NPC is an acronym that stands for non-player character. They are the AI operated characters in video games that react to input from the player. Because of the limitations on computer hardware, and the complexity of writing AI capable of reacting to players in a way that truly mimics human behavior, NPCs, or bots, are usually pretty easy to spot.
Anyone who has played a video game that includes NPCs will tell you that they are extremely formulaic and quickly become predictable in their responses. Especially older NPCs. Let’s use the primitive example of Pac-Man. In the game Pac-Man, the player is Pac-Man, the iconic yellow puck shaped man that moves about a maze gobbling up the pellets until they are all gone. Once the pellets have all been eaten up, the maze resets.

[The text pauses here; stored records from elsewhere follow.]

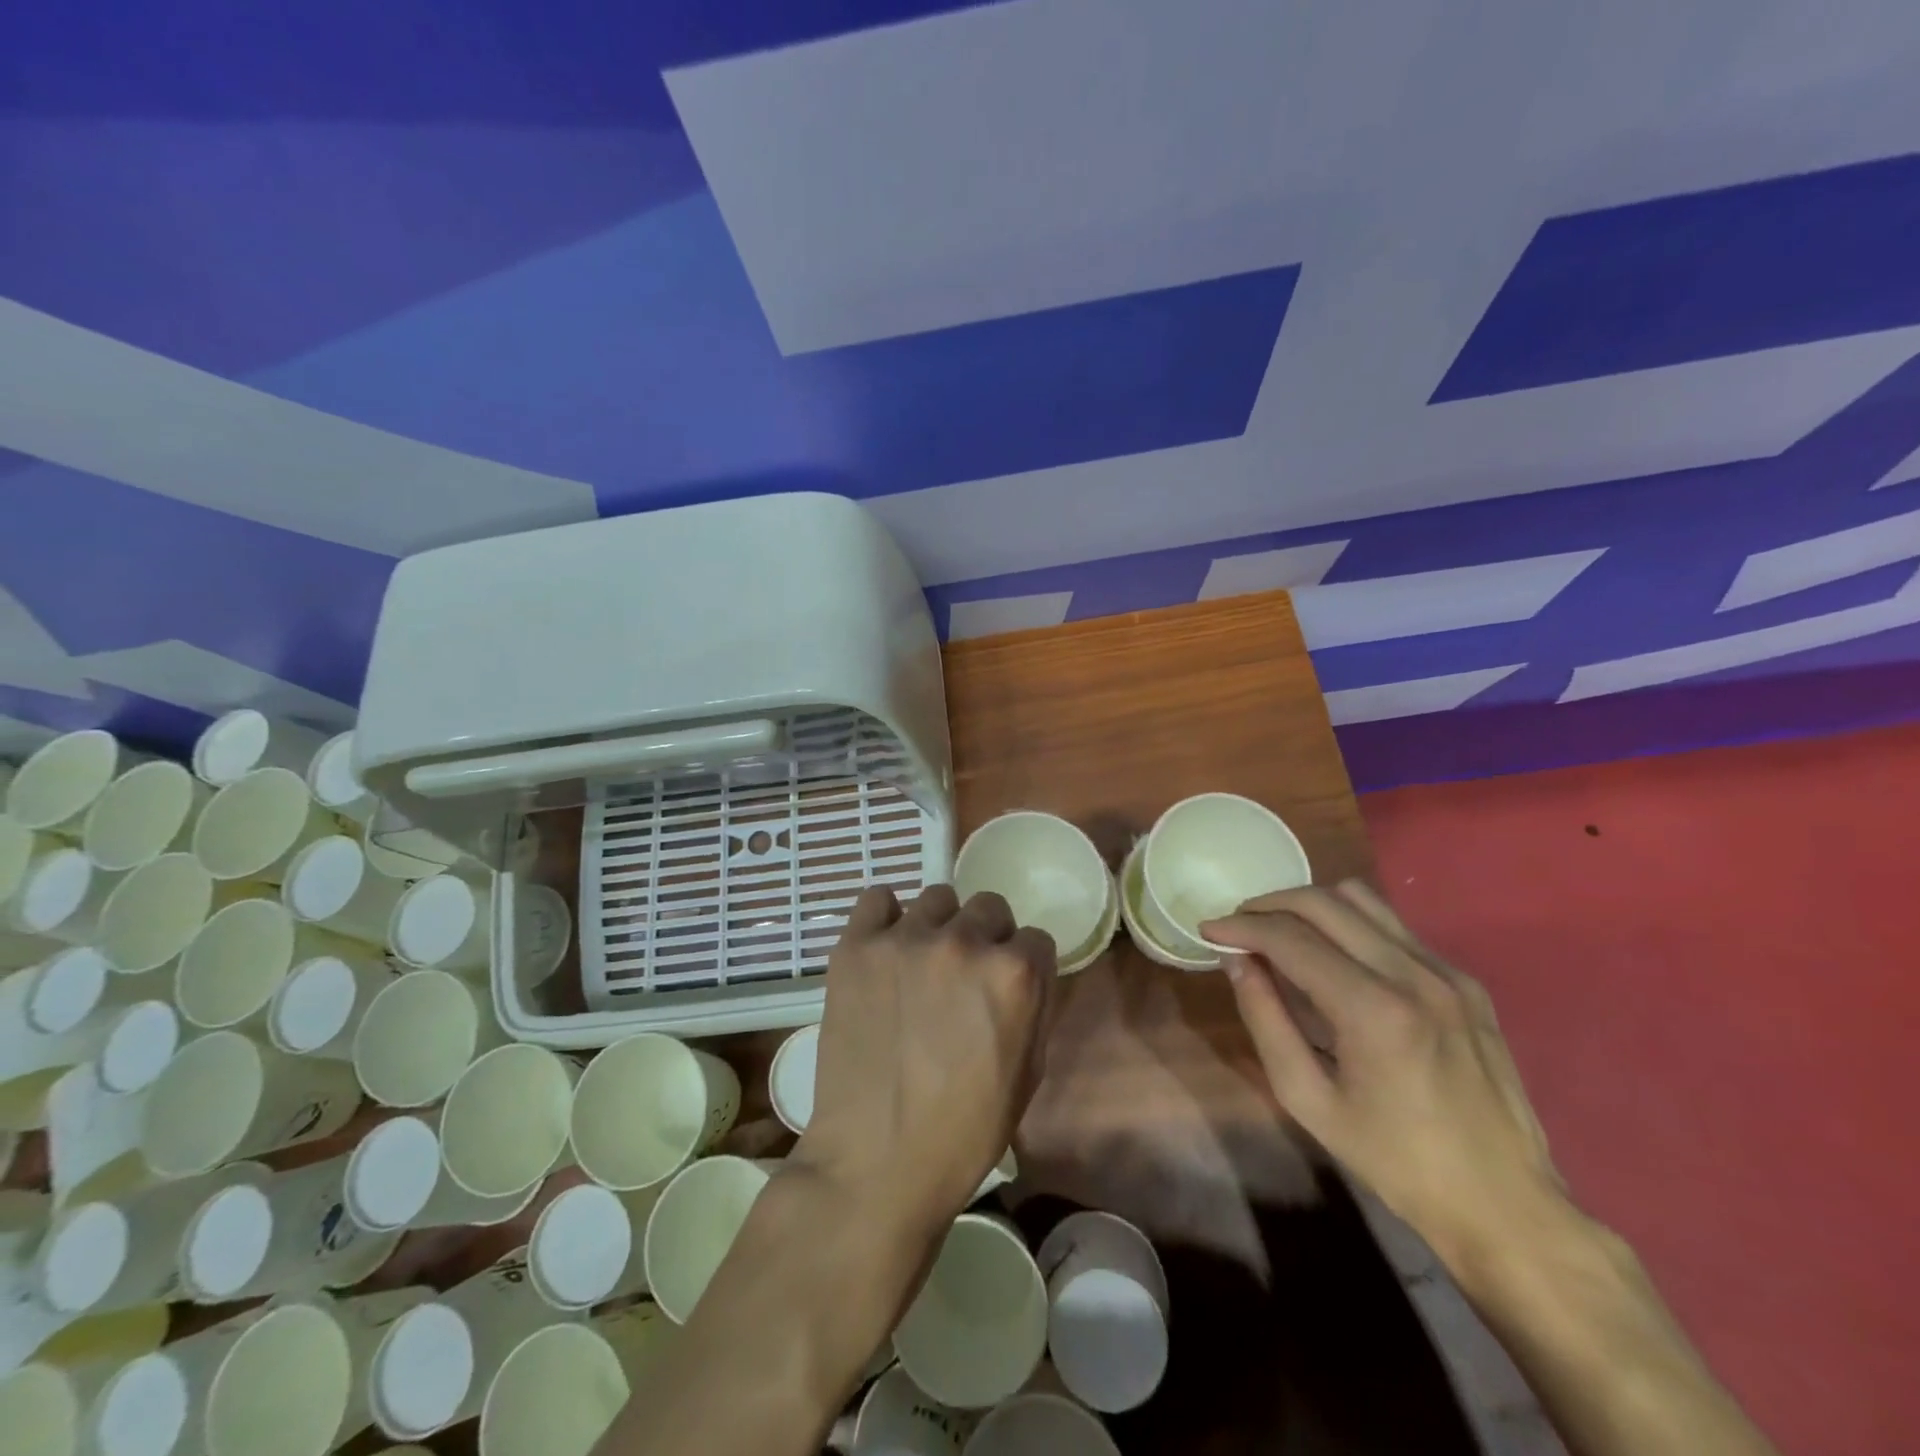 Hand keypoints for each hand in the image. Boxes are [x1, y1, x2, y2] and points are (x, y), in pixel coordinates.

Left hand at [794, 884, 1054, 1235]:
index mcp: (1014, 974)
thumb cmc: (963, 1132)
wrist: (876, 1162)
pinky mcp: (857, 946)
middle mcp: (964, 942)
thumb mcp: (1028, 1073)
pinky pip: (877, 900)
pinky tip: (885, 951)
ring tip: (920, 967)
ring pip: (937, 899)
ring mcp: (906, 939)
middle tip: (963, 978)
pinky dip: (885, 919)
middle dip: (986, 939)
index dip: (1024, 965)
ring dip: (938, 927)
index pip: (1035, 938)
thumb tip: (1024, 971)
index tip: (1005, 988)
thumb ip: (1033, 1006)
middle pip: (988, 907)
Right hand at [1204, 880, 1563, 1269]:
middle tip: (1238, 925)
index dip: (1241, 927)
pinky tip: (1334, 957)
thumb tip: (1237, 962)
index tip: (1208, 929)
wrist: (1506, 1205)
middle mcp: (1414, 974)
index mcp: (1374, 1010)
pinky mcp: (1465, 981)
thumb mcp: (1309, 1100)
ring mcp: (1447, 972)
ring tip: (1281, 931)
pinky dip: (1350, 925)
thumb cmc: (1395, 1162)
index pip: (1291, 938)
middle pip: (1324, 902)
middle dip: (1269, 904)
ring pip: (1362, 899)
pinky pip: (1394, 927)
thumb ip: (1266, 1020)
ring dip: (1310, 905)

The NPCs in Pac-Man are the different colored ghosts. Each ghost in Pac-Man has a unique set of rules in how it will react to outside stimuli, or in other words, how it will react to what the player is telling Pac-Man to do through input from the joystick. The red ghost will always attempt to find the quickest way to reach Pacman, while the blue ghost uses a set of rules that actually cause it, in some instances, to run away from Pac-Man. They each use separate pre-programmed strategies to try to trap Pacman, and they never stray from these strategies.
The rules are so simple and predictable that the players who have beat Pac-Man, by playing the game to the 256th level, which is the level that crashes the game because it runs out of memory, are accomplishing this feat simply by memorizing the most effective path for each level. In other words, if you complete a level of Pacman by taking a certain route, you will know that taking that route will complete that level every single time you play it. The ghosts will never figure out your strategy no matter how many times Pac-Man takes the exact same thing route because they are responding to the actions of Pac-Man with the exact same predefined set of rules. So if you were to record the game input of someone playing a perfect Pac-Man game, you could play that input back to the game over and over again and it would always be the perfect game.
Recently people have been pointing out that some humans behave in the same way that NPCs do. They say that they aren’t reasoning through their decisions but rather feeding the outside stimuli through predefined rules and then acting accordingly. This is an interesting way of looking at people that exhibit predictable behavior. People that seem to lack creativity and whose behavior, because it is dictated by a predefined set of rules, are as easy to manipulate as the ghosts in Pac-Man. In some ways it’s hard to argue against this theory there are extremely predictable people who do seem to be reacting to stimuli using predefined rules. But if this is true, aren’t we all just NPCs? Aren’t we all just reacting to a complex set of rules, and it’s just that some people have a much simpler set of rules that make their predictable behavior easier to spot?
NPCs have evolved quite a lot since Pac-Man, in fact, the major difference between Pac-Man and the sequel Ms Pac-Man, is that the programmers added randomness to the behavior of the ghost. So while the ghost NPCs operate in a similar fashion using similar rules, in Ms Pac-Man a random change in course is added to the behavior of the NPCs so that players can’t just memorize patterns in the same way they could in Pacman. Each game is unique because the ghosts are less predictable but still predictable enough to be beaten by humans.
Today’s games use NPCs are far more complex with more sophisticated sets of rules that also utilize some level of randomness to prevent repetitive behavior to make them harder to predict, but because we are still limited by the hardware and software available in gaming systems, they still lack the same decision making power of humans. But are humans anything more than just extremely complex NPCs? Reacting to a set of rules programmed in their heads, perhaps with some randomness caused by changes in things like hormone levels, or blood sugar changes or all the other changes taking place in the the cacophony of other biological factors going on inside the body at any given moment?
I would say that the NPC theory has merit and that the difference isn’t so much that these human NPCs are just reacting to stimuli in a way that makes them separate from thinking people. That’s how all humans behave.
The difference is that some people, much like the NPCs in video games, never change their set of rules. They aren’t NPCs because they are following the predefined rules, they are NPCs because those rules never change. Just as the ghosts in Pac-Man are limited by the code that was written forty years ago, these human NPCs have their rules written in their head and never perform any upgrades. They never revisit the code that was written in their head by their parents, the media, religion or whatever influenced their set of instructions, they simply move through life and react to the stimuli using their original programming.
An NPC’s behavior is forever defined by their programmers. Sometimes NPCs are reprogrammed, just like the ghosts in Ms. Pac-Man. But an NPC will never be able to rewrite its own code. If you don’t want to be an NPC you must do what NPCs are unable to do and that is be creative. Only those who are able and willing to revisit their programming and perform necessary updates themselves will be able to rise above this predictable existence of automatic behavior of the mindless NPCs.